Diesen Wandel kommentiert auch einer der alteingesessenen jüdischen Unternehmer, der Besitzer der koscheren Bäckerei gegenüber von Chez Hanna, Alain Korcarz: „Ja, das Viertel hat sich offensichtlich verändert, ich bin in der Rue des Rosiers geboren, und sie ist nicht mehr das, was sie war. Es gab die Rue des Rosiers im Krieg mit ihren Bäckereien, Konditoreien, koscheren Metzgereien, es gab die Rue des Rosiers mit ihren Pizzerien und Modegeschäften, und jetzt ist sie zur Rue des Rosiers des Falafel geworden. Das einzig Beständige ist der Wandel.“

Chez Hanna ist eines von mehreren modernen koscheren Restaurants, es bezeichnet sich selbst als marokkanisch-israelisch, und entsprechend liest sich auch die Speisekarte: das köstliche knusprigfrische Falafel-Special mit Tahina auf israelischem Salat, (18 €), Schwarma vom Truthahn (22 €), Rindfleisch-Bällchen (22 €) oder marokkanisches Huhn (20 €). Der mittelscharfe türkische Salat (8,50 €) verweist auf eine andere regionale Tradition der Sepharden. Die cremige Hühnerleber (12 €), die nicht, wie so oft, vom Zwiebelgeschmack völlig überdeckt ist, kann hingegen ihre osteuropäische Abstammung nicht verleugnen.

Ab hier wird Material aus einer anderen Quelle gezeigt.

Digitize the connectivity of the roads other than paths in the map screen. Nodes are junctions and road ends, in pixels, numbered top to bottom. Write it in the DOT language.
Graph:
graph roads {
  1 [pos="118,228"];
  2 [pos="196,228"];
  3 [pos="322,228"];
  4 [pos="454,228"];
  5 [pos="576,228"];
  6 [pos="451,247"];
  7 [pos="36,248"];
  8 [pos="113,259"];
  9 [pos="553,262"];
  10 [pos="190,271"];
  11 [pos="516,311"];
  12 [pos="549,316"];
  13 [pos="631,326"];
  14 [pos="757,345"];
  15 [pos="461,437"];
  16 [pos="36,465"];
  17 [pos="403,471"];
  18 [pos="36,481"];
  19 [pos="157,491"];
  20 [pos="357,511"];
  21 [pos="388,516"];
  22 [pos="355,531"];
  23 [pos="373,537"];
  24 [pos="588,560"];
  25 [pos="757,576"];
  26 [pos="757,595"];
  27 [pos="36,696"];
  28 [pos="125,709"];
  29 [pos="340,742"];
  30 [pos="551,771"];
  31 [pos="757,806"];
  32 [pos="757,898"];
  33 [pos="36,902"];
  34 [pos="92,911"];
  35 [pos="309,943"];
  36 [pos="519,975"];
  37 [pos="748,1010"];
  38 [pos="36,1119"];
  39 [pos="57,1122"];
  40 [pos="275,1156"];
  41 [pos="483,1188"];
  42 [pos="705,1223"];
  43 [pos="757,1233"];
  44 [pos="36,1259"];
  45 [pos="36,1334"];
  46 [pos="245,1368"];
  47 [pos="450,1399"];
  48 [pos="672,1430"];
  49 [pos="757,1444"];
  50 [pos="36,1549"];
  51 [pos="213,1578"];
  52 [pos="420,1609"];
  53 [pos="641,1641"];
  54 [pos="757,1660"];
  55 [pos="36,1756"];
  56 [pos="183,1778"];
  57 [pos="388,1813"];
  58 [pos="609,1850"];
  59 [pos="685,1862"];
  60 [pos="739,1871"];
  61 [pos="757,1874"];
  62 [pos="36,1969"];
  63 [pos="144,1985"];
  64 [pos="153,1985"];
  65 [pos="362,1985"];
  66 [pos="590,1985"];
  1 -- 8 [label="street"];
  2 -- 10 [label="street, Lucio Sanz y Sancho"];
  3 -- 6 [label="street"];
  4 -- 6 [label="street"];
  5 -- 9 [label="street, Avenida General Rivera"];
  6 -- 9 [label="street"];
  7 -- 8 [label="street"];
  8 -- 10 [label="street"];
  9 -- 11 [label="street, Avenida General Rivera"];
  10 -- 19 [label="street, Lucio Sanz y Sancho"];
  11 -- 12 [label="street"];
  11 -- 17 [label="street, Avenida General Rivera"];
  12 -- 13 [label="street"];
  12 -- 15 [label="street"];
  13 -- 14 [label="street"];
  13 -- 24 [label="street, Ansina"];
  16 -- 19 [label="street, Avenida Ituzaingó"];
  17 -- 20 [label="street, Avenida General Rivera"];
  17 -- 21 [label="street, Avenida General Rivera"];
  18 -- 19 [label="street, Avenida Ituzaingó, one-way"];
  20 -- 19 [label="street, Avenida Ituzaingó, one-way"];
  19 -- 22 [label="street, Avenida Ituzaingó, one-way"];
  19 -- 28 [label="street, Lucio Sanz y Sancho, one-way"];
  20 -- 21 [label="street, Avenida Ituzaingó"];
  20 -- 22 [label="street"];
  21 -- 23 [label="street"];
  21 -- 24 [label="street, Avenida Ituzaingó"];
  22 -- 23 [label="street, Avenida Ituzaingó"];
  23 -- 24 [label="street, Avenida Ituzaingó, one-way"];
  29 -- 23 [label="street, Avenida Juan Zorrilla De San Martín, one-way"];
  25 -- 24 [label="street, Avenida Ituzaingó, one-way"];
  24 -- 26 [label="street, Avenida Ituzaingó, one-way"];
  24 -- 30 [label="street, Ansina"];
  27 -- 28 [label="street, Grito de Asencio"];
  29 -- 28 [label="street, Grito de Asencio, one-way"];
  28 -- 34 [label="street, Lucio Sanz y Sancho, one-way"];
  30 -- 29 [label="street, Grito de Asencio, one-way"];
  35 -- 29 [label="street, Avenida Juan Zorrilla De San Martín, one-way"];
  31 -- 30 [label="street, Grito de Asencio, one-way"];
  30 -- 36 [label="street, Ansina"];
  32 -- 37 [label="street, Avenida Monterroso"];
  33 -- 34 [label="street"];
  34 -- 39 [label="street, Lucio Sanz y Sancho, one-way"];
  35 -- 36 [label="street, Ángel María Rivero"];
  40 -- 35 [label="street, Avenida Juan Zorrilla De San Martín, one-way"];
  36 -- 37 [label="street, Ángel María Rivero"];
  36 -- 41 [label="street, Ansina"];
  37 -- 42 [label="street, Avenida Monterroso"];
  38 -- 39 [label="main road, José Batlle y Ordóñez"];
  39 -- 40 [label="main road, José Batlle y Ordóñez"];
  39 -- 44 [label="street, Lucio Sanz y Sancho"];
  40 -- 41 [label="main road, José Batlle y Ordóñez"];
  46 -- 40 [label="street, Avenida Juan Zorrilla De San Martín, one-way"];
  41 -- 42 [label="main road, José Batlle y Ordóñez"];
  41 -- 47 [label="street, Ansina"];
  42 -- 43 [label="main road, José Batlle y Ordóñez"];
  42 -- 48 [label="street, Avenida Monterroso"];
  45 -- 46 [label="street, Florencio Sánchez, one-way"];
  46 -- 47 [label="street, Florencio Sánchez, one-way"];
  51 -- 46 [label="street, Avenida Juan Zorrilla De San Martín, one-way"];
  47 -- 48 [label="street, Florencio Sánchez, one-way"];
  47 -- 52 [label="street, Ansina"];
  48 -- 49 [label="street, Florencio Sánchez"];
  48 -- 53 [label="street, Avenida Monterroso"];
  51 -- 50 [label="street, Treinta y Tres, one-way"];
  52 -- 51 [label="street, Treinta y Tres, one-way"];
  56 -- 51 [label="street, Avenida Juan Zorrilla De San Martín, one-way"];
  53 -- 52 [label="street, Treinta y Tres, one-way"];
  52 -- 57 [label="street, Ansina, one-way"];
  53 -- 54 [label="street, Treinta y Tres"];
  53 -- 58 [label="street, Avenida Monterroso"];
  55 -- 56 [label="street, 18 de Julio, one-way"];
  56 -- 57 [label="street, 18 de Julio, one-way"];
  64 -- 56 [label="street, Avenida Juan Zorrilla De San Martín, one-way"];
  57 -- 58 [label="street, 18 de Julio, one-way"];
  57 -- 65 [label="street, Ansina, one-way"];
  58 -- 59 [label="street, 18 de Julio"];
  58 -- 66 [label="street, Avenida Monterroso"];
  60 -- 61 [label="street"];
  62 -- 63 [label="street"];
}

Die Nachspeisen wiederum könnten jeder arabischen Bäckerei alle Ehre machen, dick mit Honig getränktes Halva oder Baklawa. Das ist zwar eine Verlockung für Naschkatzen, wer aber etwas für die ungarische, polnische oder russische Neschume sucht, überquert nach dem Hauptgang lieber mit wenigen Schritten die enge Gasse und holt sich bei Korcarz einen Fluden mit Mohn- oder Nussfülle.